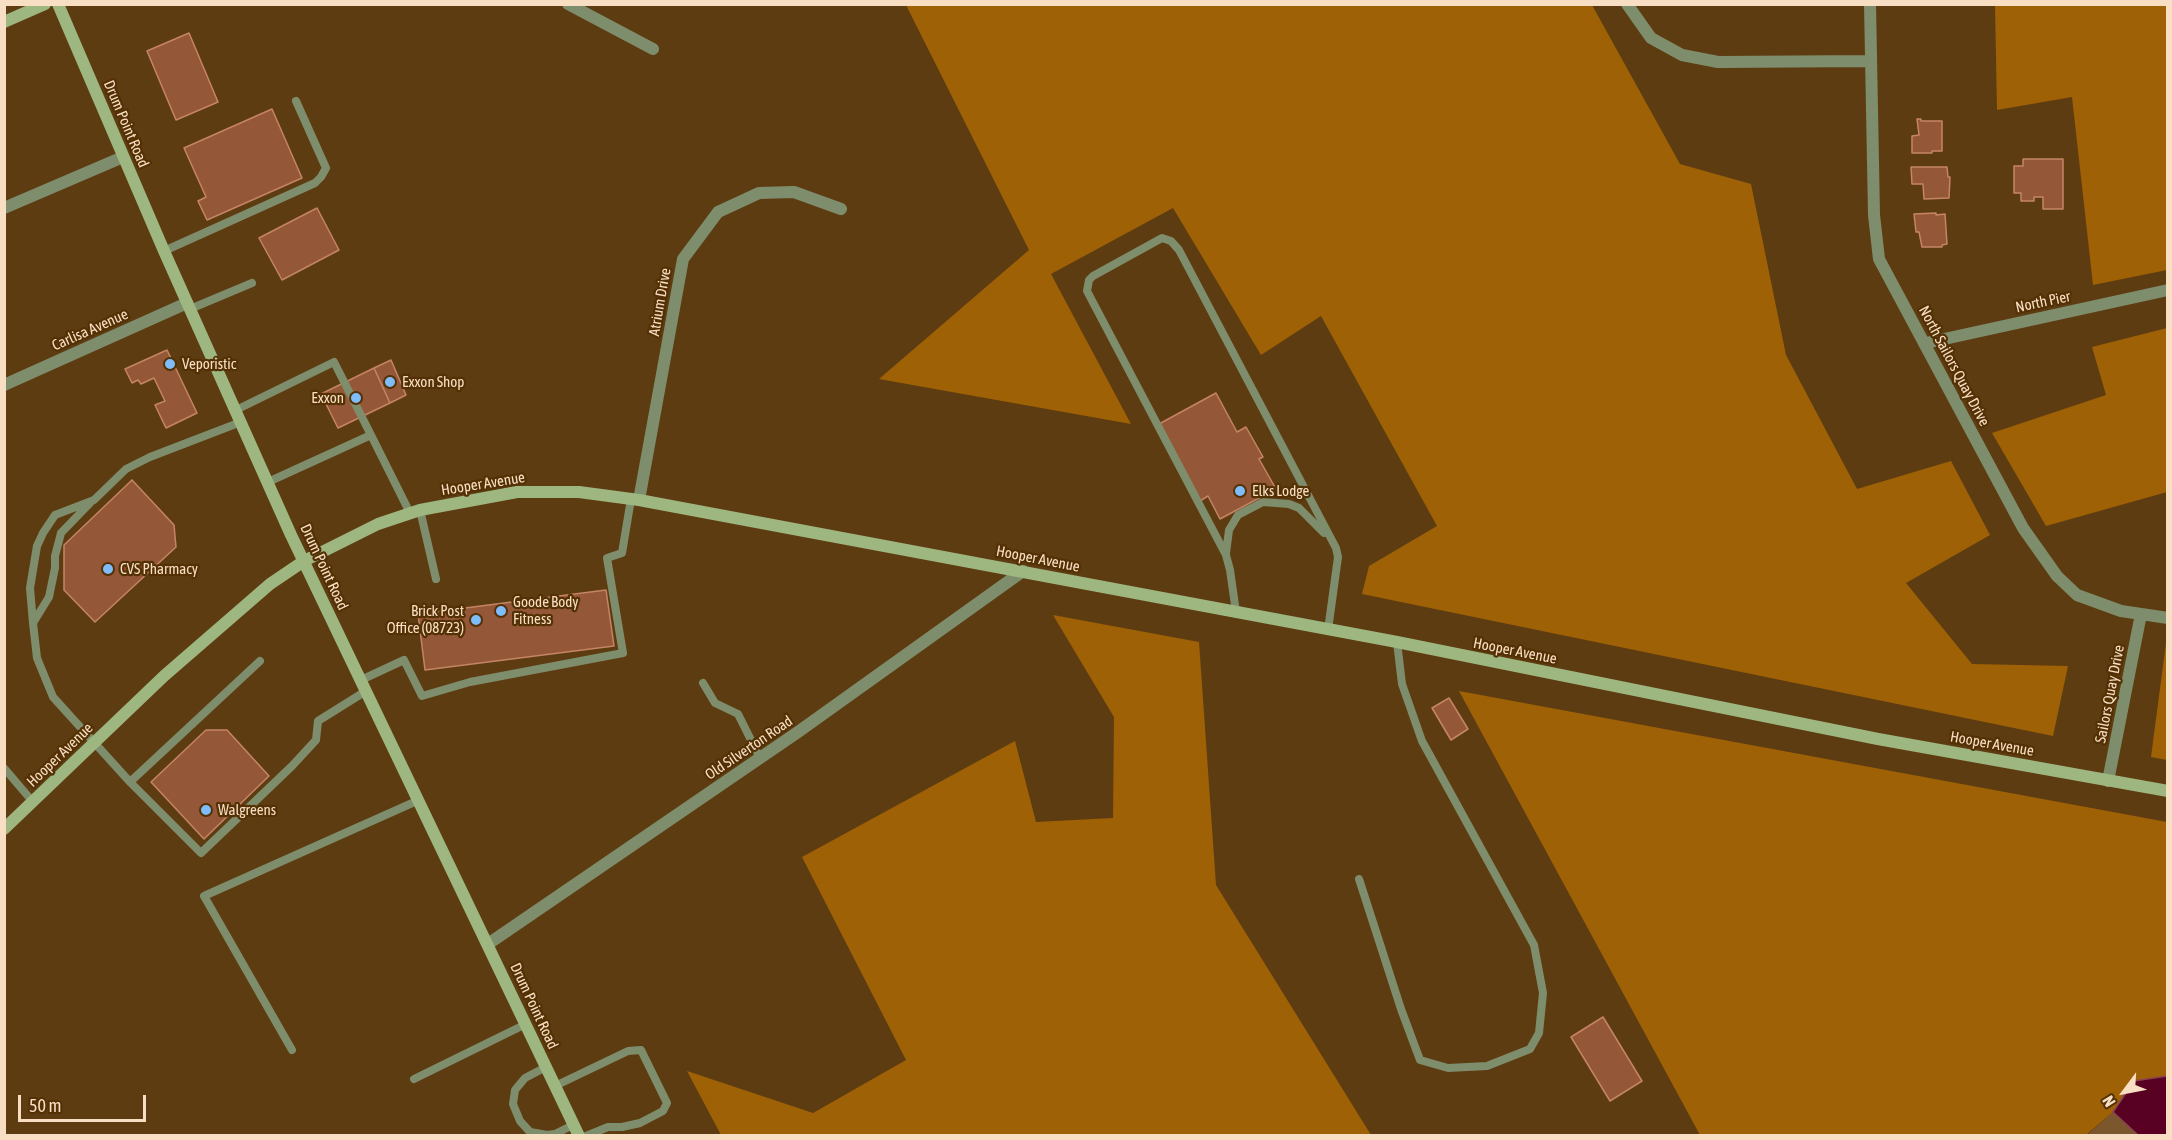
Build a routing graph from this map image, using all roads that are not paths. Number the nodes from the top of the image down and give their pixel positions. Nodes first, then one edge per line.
1 (45, 4) edge
2 (58, 4) edge
3 (568, 4) edge
4 (1627, 4) edge
5 (1870, 4) edge
6 (4, 22) edge
7 (653, 49) dead end
8 (1870, 61) junction
9 (296, 101) dead end
10 (123, 157) junction
11 (4, 208) edge
12 (840, 209) dead end
13 (164, 251) junction
14 (252, 283) dead end
15 (2168, 290) edge
16 (188, 306) junction
17 (1926, 343) junction
18 (4, 385) edge
19 (236, 410) junction
20 (241, 422) junction
21 (371, 435) junction
22 (268, 482) junction
23 (93, 500) junction
24 (635, 500) junction
25 (415, 511) junction
26 (1336, 548) junction
27 (1226, 555) junction
28 (304, 561) junction
29 (1023, 571) junction
30 (436, 579) dead end
31 (1236, 612) junction
32 (2141, 614) junction
33 (2168, 618) edge
34 (33, 623) junction
35 (1328, 630) junction
36 (1397, 642) junction
37 (260, 661) dead end
38 (703, 683) dead end
39 (364, 686) junction
40 (94, 744) junction
41 (760, 758) junction
42 (4, 768) edge
43 (2108, 781) junction
44 (130, 782) junction
45 (2168, 791) edge
46 (419, 800) junction
47 (33, 802) junction
48 (4, 829) edge
49 (1359, 879) dead end
50 (488, 944) junction
51 (526, 1024) junction
52 (292, 1050) dead end
53 (546, 1067) junction
54 (414, 1079) dead end
55 (555, 1086) junction
56 (576, 1130) edge
57 (586, 1136) edge

1 - 6 main road
2 - 10 main road, Drum Point Road
3 - 7 street
4 - 8 street
5 - 8 street, North Sailors Quay Drive
8 - 17 street, North Sailors Quay Drive
9 - 13 lane
10 - 11 street
10 - 13 main road, Drum Point Road
12 - 24 street, Atrium Drive
13 - 16 main road, Drum Point Road
14 - 16 lane
15 - 17 street, North Pier
16 - 18 street, Carlisa Avenue
16 - 19 main road, Drum Point Road
17 - 32 street, North Sailors Quay Drive
19 - 20 main road, Drum Point Road
19 - 21 lane
20 - 22 main road, Drum Point Road
20 - 23 lane
21 - 22 lane
21 - 25 lane
22 - 28 main road, Drum Point Road
23 - 34 lane
23 - 34 lane
24 - 25 main road, Hooper Avenue
24 - 29 main road, Hooper Avenue
24 - 39 lane
25 - 28 main road, Hooper Avenue
25 - 30 lane
26 - 27 lane
26 - 27 lane
26 - 35 lane
27 - 31 lane
28 - 39 main road, Drum Point Road
28 - 40 main road, Hooper Avenue
29 - 31 main road, Hooper Avenue
29 - 41 street, Old Silverton Road
31 - 35 main road, Hooper Avenue
32 - 33 street, North Sailors Quay Drive
32 - 43 street, Sailors Quay Drive
34 - 40 lane
35 - 36 main road, Hooper Avenue
36 - 43 main road, Hooper Avenue
36 - 49 lane
37 - 44 lane
38 - 41 lane
39 - 44 lane
39 - 46 main road, Drum Point Road
40 - 44 lane
40 - 47 main road, Hooper Avenue
41 - 50 street, Old Silverton Road
42 - 47 lane
43 - 45 main road, Hooper Avenue
46 - 50 main road, Drum Point Road
46 - 52 lane
47 - 48 main road, Hooper Avenue
50 - 51 main road, Drum Point Road
51 - 53 main road, Drum Point Road
51 - 54 lane
53 - 55 main road, Drum Point Road
53 - 56 lane
55 - 56 main road, Drum Point Road
55 - 57 lane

-- -- --

Goal of the exercise =
Please restate the whole listing exactly, without any of its pictures.

Solution =
Build a routing graph from this map image, using all roads that are not paths. Number the nodes from the top of the image down and give their pixel positions. Nodes first, then one edge per line.
1 (45, 4) edge
2 (58, 4) edge
3 (568, 4) edge
4 (1627, 4) edge
5 (1870, 4) edge
6 (4, 22) edge
7 (653, 49) dead end
8 (1870, 61) junction
9 (296, 101) dead end
10 (123, 157) junction
11 (4, 208) edge
12 (840, 209) dead end
13 (164, 251) junction
14 (252, 283) dead end
15 (2168, 290) edge
16 (188, 306) junction
17 (1926, 343) junction
18 (4, 385) edge
19 (236, 410) junction
20 (241, 422) junction
21 (371, 435) junction
22 (268, 482) junction
23 (93, 500) junction
24 (635, 500) junction
25 (415, 511) junction
26 (1336, 548) junction
27 (1226, 555) junction
28 (304, 561) junction
29 (1023, 571) junction
30 (436, 579) dead end
31 (1236, 612) junction
32 (2141, 614) junction
33 (2168, 618) edge
34 (33, 623) junction
35 (1328, 630) junction
36 (1397, 642) junction
37 (260, 661) dead end
38 (703, 683) dead end
39 (364, 686) junction
40 (94, 744) junction
41 (760, 758) junction
42 (4, 768) edge
43 (2108, 781) junction
44 (130, 782) junction
45 (2168, 791) edge
46 (419, 800) junction
47 (33, 802) junction
48 (4, 829) edge
49 (1359, 879) dead end
50 (488, 944) junction
51 (526, 1024) junction
52 (292, 1050) dead end
53 (546, 1067) junction
54 (414, 1079) dead end
55 (555, 1086) junction
56 (576, 1130) edge
57 (586, 1136) edge

1 - 6 main road
2 - 10 main road, Drum Point Road
3 - 7 street
4 - 8 street
5 - 8 street, North Sailors Quay Drive
8 - 17 street, North Sailors Quay Drive
9 - 13 lane
10 - 11 street
10 - 13 main road, Drum Point Road
12 - 24 street, Atrium Drive
13 - 16 main road, Drum Point Road
14 - 16 lane
15 - 17 street, North Pier
16 - 18 street, Carlisa Avenue
16 - 19 main road, Drum Point Road
17 - 32 street, North Sailors Quay Drive
19 - 20 main road, Drum Point Road
19 - 21 lane
20 - 22 main road, Drum Point Road
20 - 23 lane
21 - 22 lane
21 - 25 lane
22 - 28 main road, Drum Point Road
23 - 34 lane
23 - 34 lane
24 - 25 main road, Hooper Avenue
24 - 29 main road, Hooper Avenue
24 - 39 lane
25 - 28 main road, Hooper Avenue
25 - 30 lane
26 - 27 lane
26 - 27 lane
26 - 35 lane
27 - 31 lane
28 - 39 main road, Drum Point Road
28 - 40 main road, Hooper Avenue
29 - 31 main road, Hooper Avenue
29 - 41 street, Old Silverton Road
31 - 35 main road, Hooper Avenue
32 - 33 street, North Sailors Quay Drive
32 - 43 street, Sailors Quay Drive
34 - 40 lane
35 - 36 main road, Hooper Avenue
36 - 43 main road, Hooper Avenue
36 - 49 lane
37 - 44 lane
38 - 41 lane
39 - 44 lane
39 - 46 main road, Drum Point Road
40 - 44 lane
40 - 47 main road, Hooper Avenue
41 - 50 street, Old Silverton Road
42 - 47 lane
43 - 45 main road, Hooper Avenue
46 - 50 main road, Drum Point Road
46 - 52 lane
47 - 48 main road, Hooper Avenue
50 - 51 main road, Drum Point Road
51 - 53 main road, Drum Point Road
51 - 54 lane
53 - 55 main road, Drum Point Road
53 - 56 lane
55 - 56 main road, Drum Point Road
55 - 57 lane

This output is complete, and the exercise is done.